MegaChat, a differenza di Skype, non ha necessità di nessuna installazione ed è possibile utilizzarlo direttamente dal browser. La sicurezza della privacy è garantita da un sistema di cifratura che non permette l’accesso agli stessi gestori del servizio. Il sistema che garantisce l’inaccessibilità delle conversazioni è un protocollo chiamato User Controlled Encryption (UCE), questo significa che la chiave di decrittazione è fornita direttamente all’utente che può inviarla direttamente al destinatario tramite mail.

MegaChat è per ora di una versione beta quindi bisognerà aspettarsi dei miglioramenti in corsa. Il servizio offre per ora gratuitamente 50GB di storage e secondo lo sviluppatore sarebbe già stata utilizzato per effettuare 500.000 chiamate.

Chi è l’ideatore di MegaChat

L’ideatore di MegaChat è Kim DotCom –al secolo Kim Schmitz – imprenditore informatico tedesco, classe 1974, celebre ed eccentrico fondatore del sito di file hosting Megaupload, che sta scontando gli arresti domiciliari in Nuova Zelanda per la violazione delle norme sul copyright e per pirateria online.

Kim Dotcom

Come sanno bene a MegaChat il tema della segretezza ha acquisito una grande importanza in seguito all’esplosione del Data Gate, assumendo un peso sempre maggiore nelle scelte degli utenti. La sfida nei confronti di Skype diventa per questa ragione obbligata – l’applicazione di proprietà di Microsoft era finita nel tritacarne inseguito alle dichiarazioni di Snowden rilasciate in un’intervista sul Der Spiegel nella quale dichiarava che i dati sarebbero stati raccolti già a partire dal 2011.

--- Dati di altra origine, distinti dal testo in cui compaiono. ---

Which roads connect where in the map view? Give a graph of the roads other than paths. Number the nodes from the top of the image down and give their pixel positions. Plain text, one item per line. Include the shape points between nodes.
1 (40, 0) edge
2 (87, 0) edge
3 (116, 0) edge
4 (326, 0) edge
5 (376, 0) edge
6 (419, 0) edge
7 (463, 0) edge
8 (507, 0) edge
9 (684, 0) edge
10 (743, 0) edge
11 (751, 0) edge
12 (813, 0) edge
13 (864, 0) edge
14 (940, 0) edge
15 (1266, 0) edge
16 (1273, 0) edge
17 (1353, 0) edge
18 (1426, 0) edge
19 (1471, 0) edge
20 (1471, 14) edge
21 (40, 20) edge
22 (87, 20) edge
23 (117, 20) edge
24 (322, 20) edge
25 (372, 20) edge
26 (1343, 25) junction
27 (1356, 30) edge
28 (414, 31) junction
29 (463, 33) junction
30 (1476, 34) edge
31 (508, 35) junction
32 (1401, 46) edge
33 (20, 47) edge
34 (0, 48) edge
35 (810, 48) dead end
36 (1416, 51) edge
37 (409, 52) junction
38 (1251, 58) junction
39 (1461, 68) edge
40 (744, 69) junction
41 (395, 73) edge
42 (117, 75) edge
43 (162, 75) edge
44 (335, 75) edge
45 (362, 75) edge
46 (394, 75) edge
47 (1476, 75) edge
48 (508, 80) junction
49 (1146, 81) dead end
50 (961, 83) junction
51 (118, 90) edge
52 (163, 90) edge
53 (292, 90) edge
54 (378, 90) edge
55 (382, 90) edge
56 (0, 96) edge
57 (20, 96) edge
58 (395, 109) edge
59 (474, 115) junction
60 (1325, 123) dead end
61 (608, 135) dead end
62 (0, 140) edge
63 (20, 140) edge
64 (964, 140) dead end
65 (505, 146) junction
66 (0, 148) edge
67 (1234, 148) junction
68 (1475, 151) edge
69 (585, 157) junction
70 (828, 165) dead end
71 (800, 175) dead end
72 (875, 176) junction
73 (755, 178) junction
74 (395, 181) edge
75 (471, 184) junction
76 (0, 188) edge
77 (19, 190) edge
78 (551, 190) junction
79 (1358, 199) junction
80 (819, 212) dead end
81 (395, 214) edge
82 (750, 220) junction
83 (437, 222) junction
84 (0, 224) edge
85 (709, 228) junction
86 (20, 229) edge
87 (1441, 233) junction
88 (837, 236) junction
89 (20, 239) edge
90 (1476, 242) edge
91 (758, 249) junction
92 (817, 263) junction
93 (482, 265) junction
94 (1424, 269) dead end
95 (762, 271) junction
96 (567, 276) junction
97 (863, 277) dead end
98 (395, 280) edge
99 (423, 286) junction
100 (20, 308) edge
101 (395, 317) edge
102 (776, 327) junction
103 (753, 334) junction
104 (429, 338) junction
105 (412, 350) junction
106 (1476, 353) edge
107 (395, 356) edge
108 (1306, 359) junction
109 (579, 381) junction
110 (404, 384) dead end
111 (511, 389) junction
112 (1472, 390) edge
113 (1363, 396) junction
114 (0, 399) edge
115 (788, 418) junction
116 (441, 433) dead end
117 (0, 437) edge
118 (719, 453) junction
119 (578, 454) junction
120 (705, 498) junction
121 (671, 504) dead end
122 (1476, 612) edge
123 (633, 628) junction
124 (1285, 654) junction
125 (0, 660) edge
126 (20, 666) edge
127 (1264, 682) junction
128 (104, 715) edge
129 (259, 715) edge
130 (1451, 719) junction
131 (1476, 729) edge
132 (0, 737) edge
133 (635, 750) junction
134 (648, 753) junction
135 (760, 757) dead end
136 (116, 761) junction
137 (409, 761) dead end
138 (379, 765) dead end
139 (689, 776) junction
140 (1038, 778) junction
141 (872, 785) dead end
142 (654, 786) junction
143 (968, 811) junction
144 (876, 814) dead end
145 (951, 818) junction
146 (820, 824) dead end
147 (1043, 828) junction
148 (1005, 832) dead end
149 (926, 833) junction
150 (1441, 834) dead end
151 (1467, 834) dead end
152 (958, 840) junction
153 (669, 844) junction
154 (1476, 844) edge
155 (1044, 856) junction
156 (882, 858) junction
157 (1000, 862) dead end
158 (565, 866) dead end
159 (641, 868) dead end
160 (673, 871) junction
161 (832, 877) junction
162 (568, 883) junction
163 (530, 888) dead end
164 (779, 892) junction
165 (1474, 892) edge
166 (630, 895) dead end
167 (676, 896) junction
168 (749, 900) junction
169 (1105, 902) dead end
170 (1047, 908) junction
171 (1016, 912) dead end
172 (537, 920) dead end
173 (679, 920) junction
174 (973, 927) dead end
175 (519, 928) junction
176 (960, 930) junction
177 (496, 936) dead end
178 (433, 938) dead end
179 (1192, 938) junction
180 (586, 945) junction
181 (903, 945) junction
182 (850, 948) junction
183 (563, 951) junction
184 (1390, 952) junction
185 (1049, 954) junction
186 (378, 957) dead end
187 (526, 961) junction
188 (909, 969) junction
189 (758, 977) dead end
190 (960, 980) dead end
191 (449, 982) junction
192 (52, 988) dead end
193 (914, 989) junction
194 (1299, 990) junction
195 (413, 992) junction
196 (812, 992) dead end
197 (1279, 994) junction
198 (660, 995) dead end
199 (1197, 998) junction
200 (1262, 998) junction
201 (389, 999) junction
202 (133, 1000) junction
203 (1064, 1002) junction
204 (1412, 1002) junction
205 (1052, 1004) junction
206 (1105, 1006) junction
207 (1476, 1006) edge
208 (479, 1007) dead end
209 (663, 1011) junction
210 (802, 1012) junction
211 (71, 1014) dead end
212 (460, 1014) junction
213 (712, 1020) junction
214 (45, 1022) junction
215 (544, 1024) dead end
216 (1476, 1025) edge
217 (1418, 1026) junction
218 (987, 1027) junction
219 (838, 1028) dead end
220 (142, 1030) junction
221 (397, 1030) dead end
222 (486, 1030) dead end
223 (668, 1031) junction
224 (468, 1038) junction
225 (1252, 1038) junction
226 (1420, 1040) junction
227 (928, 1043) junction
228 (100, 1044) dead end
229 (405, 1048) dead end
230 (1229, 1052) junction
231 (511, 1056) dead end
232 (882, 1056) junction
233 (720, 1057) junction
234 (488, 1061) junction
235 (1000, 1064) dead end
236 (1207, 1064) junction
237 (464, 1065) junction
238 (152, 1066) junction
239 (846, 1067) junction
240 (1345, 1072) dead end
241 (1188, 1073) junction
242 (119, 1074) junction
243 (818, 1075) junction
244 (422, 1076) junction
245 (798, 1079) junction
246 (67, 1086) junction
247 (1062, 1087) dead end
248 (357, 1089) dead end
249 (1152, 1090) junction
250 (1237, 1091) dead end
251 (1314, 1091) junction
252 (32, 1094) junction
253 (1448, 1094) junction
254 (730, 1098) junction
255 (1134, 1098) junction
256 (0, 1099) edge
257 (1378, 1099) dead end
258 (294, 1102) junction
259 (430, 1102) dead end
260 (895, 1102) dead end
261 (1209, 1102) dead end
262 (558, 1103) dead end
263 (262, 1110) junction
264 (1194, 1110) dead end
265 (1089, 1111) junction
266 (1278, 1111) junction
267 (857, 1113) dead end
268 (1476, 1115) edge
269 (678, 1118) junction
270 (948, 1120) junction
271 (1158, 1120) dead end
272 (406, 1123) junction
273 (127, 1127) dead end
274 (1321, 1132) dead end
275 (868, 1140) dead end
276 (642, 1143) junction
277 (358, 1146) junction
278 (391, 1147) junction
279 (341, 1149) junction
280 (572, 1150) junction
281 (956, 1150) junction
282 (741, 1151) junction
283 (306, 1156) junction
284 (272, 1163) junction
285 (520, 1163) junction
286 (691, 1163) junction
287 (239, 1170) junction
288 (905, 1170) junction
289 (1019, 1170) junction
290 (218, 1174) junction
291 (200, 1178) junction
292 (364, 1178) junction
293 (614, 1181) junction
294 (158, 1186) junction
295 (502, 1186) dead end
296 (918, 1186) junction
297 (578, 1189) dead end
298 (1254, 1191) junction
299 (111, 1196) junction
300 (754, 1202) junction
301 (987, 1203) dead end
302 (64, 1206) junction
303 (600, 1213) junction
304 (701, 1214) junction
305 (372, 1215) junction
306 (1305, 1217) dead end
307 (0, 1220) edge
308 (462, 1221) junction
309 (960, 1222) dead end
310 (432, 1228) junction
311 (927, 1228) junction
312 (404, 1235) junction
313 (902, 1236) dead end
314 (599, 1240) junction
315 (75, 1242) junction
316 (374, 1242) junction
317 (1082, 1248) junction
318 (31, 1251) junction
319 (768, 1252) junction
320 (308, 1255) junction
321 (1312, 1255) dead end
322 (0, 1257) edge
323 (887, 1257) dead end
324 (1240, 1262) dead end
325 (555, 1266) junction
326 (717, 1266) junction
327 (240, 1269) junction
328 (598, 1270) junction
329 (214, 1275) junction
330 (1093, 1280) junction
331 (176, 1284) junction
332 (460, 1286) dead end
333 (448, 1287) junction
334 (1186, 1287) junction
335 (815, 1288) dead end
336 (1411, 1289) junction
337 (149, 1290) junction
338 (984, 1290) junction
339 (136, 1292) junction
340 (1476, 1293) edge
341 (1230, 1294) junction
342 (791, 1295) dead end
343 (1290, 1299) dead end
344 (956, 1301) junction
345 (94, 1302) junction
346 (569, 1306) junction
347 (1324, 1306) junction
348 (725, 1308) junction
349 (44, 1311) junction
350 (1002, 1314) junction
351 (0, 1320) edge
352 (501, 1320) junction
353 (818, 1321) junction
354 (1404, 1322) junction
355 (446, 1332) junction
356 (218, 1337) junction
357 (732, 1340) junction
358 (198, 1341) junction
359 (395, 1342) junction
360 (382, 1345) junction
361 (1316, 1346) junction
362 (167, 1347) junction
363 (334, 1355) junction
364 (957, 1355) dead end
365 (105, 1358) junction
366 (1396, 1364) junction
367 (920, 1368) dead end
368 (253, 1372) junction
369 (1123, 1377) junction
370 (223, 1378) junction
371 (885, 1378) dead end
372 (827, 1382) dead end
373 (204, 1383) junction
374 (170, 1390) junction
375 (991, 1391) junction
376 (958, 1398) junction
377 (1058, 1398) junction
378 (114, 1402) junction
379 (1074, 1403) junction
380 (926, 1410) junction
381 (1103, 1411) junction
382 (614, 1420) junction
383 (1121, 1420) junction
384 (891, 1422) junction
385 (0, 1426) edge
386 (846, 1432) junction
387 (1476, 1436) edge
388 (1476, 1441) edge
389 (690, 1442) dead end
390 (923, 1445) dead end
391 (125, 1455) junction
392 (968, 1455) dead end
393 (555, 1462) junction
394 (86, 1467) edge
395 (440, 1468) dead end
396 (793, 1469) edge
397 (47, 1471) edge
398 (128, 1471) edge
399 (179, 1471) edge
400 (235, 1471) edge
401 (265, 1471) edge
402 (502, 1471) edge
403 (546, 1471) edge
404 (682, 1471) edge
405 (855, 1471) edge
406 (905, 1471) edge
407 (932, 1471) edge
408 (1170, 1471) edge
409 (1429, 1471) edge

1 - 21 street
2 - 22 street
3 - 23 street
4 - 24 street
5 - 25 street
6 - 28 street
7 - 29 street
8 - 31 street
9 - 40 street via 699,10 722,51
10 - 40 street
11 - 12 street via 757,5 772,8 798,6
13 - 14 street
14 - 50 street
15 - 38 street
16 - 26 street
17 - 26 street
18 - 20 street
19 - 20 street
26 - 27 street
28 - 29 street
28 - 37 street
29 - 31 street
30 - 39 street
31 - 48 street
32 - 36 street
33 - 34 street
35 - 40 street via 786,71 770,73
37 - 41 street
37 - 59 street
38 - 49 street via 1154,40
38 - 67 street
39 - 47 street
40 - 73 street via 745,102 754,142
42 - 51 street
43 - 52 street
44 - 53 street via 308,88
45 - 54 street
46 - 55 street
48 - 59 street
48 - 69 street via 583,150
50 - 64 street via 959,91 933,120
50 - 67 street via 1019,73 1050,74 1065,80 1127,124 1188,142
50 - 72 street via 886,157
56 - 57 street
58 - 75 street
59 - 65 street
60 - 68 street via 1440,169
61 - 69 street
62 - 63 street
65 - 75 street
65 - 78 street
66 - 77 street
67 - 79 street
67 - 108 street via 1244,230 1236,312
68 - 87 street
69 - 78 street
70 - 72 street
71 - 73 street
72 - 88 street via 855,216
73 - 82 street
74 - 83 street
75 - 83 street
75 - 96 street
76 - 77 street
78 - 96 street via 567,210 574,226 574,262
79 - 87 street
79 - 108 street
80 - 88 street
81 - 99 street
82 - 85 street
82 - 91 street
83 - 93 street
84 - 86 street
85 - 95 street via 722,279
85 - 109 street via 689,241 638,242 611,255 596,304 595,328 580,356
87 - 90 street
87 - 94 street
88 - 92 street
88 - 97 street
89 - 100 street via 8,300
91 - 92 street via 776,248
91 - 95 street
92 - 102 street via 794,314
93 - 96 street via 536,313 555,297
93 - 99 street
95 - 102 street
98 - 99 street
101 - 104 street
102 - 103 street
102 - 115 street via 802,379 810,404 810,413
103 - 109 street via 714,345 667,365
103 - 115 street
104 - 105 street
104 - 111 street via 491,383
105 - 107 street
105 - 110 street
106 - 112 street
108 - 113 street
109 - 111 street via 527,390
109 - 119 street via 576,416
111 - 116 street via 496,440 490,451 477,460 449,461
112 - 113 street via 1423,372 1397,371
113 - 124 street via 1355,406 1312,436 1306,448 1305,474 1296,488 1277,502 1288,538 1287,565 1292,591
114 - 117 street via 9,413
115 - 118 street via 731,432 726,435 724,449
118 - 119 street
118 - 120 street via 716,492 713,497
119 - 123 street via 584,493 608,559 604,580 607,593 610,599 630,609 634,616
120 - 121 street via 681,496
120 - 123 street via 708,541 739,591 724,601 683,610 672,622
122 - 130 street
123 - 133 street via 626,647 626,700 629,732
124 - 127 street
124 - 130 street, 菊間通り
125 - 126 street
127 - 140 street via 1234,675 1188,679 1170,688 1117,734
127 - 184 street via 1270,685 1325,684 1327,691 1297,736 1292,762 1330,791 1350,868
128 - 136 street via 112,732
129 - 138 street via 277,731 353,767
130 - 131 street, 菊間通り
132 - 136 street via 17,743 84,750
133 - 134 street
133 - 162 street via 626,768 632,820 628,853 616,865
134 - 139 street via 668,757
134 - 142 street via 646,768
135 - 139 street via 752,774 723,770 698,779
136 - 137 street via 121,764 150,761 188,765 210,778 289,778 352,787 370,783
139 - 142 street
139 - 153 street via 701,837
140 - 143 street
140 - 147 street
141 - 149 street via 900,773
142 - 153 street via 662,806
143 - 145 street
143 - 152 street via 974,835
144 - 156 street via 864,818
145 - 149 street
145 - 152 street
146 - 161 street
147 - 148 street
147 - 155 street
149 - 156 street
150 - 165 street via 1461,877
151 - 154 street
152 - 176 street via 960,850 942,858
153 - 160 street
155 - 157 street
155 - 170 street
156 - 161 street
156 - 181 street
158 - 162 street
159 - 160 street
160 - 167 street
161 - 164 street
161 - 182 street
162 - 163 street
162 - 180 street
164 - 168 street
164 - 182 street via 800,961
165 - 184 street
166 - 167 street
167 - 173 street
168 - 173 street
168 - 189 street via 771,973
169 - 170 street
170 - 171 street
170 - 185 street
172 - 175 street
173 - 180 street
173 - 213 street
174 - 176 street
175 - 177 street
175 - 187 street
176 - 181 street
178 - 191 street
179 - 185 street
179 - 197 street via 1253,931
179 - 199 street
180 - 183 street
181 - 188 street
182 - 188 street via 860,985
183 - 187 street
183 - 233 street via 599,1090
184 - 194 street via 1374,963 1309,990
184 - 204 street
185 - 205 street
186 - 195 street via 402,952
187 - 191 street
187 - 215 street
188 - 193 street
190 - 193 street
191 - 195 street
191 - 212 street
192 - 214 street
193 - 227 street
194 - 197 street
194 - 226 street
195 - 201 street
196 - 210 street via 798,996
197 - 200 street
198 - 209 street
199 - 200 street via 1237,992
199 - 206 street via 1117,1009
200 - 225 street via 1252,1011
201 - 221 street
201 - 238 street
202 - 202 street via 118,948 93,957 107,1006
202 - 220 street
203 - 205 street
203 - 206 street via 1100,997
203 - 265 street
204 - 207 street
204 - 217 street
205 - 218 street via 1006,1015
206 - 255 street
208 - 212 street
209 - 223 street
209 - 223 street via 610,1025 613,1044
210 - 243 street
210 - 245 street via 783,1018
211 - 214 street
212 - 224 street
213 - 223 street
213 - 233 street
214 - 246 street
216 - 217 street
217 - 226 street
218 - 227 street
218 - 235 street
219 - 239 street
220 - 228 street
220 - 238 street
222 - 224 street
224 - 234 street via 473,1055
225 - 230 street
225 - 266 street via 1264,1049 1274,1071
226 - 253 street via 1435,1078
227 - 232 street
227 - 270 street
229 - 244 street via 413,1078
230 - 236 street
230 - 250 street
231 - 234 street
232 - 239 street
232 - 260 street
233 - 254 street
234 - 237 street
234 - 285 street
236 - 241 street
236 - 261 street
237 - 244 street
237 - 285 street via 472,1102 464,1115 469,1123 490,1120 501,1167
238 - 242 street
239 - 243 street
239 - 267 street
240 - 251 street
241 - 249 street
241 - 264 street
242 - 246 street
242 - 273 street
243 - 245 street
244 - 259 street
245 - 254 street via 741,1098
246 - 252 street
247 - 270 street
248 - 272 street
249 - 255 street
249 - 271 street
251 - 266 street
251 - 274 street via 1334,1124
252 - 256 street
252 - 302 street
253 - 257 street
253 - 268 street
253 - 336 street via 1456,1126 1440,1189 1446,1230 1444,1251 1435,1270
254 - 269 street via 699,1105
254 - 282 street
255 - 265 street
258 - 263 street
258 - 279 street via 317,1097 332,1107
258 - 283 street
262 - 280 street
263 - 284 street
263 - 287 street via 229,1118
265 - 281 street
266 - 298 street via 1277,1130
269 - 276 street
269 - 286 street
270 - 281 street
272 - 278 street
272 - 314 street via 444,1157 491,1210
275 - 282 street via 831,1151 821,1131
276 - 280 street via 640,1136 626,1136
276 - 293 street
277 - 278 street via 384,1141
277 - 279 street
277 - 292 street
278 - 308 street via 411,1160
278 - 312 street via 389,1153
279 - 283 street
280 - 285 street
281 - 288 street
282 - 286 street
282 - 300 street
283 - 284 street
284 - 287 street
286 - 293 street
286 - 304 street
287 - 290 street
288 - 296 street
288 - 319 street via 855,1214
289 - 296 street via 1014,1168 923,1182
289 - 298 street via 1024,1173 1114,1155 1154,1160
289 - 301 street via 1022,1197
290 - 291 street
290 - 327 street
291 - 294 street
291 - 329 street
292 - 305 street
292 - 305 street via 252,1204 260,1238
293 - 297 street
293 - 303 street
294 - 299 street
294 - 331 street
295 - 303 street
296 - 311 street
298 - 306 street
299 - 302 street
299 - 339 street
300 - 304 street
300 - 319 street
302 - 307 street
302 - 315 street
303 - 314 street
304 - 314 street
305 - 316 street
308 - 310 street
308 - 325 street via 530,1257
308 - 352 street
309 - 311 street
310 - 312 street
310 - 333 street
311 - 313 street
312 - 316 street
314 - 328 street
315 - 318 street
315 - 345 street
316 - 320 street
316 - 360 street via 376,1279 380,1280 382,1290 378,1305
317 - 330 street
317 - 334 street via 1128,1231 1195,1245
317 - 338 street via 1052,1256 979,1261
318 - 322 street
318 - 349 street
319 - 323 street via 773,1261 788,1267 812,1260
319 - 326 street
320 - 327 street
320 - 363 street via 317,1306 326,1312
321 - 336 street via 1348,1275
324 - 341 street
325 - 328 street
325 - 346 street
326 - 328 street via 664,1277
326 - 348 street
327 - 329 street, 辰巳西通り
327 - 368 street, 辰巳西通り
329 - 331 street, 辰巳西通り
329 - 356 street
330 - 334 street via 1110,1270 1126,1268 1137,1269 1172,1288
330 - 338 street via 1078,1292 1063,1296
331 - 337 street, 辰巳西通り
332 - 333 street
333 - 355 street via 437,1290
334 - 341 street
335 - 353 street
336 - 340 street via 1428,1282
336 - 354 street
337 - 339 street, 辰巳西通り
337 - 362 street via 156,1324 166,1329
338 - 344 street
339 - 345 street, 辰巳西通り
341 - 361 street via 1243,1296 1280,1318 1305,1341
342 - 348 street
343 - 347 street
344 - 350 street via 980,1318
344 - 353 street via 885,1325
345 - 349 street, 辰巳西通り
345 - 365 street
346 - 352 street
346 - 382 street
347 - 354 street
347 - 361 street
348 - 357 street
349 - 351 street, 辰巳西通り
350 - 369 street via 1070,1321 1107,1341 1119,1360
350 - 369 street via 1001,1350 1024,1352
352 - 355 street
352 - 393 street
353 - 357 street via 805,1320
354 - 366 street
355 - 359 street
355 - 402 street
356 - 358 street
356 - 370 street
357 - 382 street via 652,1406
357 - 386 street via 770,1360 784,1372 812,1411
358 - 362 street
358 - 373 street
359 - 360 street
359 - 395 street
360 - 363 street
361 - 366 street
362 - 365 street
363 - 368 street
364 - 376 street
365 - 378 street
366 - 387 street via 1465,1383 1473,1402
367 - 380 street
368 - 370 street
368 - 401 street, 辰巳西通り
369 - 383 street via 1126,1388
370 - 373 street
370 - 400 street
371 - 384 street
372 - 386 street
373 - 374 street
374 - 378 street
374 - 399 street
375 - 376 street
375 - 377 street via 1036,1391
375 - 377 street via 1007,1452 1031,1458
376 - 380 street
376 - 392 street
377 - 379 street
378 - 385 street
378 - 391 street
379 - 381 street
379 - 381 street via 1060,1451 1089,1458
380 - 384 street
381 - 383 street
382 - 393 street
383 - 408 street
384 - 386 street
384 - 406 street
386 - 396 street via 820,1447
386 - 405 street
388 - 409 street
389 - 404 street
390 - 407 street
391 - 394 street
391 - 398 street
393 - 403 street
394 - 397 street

Il nuovo servizio MegaChat sembra pronto a essere inserito dalle autorità pubbliche nella lista nera per via dell’uso improprio che se ne potrebbe fare, soprattutto in una stagione in cui l’allerta terrorismo è al suo picco. Potrebbe quindi fare compagnia ad applicazioni come WhatsApp finite sotto il mirino del governo britannico per l’impossibilità di essere controllata dalle agenzie di sorveglianza.